Tuesday, June 26, 2012

Losing Yourself in Newspapers

I could spend hours reading old, historical newspapers, which is funny because I don't tend to read current newspapers (between the internet and TV, I don't feel the need). At first, I would search them for the names of my ancestors, occasionally pausing to be amused by some of the advertisements. But once I had pretty much exhausted that, I started looking up major and local events which, although may have had no direct impact on my ancestor's lives, would have certainly been events which they read about in the very same papers. The idea of reading the same articles my ancestors would have was kind of cool to me, even if it didn't really help with my research, it does help me better understand their world.

I mostly read the Ambler Gazette, available from Access Pennsylvania Digital Repository, because some of my ancestors were in and around this area (and because the major Philadelphia newspapers don't have an online historic archive). It's really easy to lose myself in reading articles and learning more about the world my ancestors lived in and history of the areas I partially grew up in as well.

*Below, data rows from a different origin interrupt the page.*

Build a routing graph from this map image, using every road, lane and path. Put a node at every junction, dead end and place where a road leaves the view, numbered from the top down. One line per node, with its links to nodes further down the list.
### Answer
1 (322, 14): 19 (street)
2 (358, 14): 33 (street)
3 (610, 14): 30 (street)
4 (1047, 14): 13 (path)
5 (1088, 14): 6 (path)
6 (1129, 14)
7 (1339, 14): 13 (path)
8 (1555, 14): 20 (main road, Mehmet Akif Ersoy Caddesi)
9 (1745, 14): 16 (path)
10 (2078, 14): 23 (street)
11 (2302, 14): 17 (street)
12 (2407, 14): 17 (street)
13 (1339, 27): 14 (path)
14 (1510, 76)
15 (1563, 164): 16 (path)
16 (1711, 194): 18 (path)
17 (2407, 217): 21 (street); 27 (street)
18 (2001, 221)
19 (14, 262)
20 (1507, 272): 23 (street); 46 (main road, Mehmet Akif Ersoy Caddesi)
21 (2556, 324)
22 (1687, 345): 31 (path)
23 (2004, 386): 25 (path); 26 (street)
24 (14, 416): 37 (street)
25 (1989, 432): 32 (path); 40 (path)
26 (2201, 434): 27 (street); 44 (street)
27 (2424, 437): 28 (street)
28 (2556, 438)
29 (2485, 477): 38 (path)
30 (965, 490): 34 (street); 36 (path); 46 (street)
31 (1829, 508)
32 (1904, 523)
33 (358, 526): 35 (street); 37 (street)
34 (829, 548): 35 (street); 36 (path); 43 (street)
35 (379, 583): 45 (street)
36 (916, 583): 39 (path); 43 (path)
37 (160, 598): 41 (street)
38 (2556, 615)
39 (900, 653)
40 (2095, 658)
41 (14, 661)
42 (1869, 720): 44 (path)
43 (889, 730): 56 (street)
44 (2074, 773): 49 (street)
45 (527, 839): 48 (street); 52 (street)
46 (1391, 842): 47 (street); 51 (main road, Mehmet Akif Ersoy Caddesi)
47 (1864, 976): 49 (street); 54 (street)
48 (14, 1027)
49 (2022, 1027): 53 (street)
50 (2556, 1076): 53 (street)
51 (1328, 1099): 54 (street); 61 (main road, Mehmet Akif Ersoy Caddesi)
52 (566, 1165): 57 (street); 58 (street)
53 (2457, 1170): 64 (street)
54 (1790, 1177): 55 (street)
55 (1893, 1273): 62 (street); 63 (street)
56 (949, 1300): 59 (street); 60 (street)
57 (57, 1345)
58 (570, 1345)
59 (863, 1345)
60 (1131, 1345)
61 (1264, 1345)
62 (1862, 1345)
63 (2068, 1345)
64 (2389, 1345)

One of the more interesting articles I found was one about some local victims of the sinking of the Titanic. I was recently reading a novel that involved the Titanic (The House of Velvet and Glass - I highly recommend it, btw) and it inspired me to look up contemporary newspaper articles on it. In the Ambler Gazette, I found a tragic article about a couple in North Wales, Pennsylvania who received a message from their daughter-in-law informing them that their son (her husband), Austin VanBilliard, and his two children were aboard the Titanic. The couple had been unaware of this as Austin had wanted to surprise them with an early visit. At the time of the article, it was unknown whether Austin and his children survived or not. Upon looking at a Titanic victim's list, I discovered that sadly, none of them survived and I also noticed that the recovered remains had been buried in the same cemetery in Flourtown that some of my own ancestors are buried in. While it's doubtful that my ancestors knew this family, it still hits home how real history is.

Here's a clipping of the article that caught my interest:

But sometimes, the things that take my interest are more mundane. When I know the names of the churches my ancestors attended, it can be useful to look them up in newspapers and see what events or activities were going on in my ancestor's church life. It can also give me an idea of when significant local organizations or buildings were founded. Reading about this stuff is like watching your home town evolve in real time, which is not a feeling you get from reading a history of a location.

So don't overlook or dismiss newspapers just because you don't find (or have already found) a mention of one of your ancestors. Explore their world and get lost in it.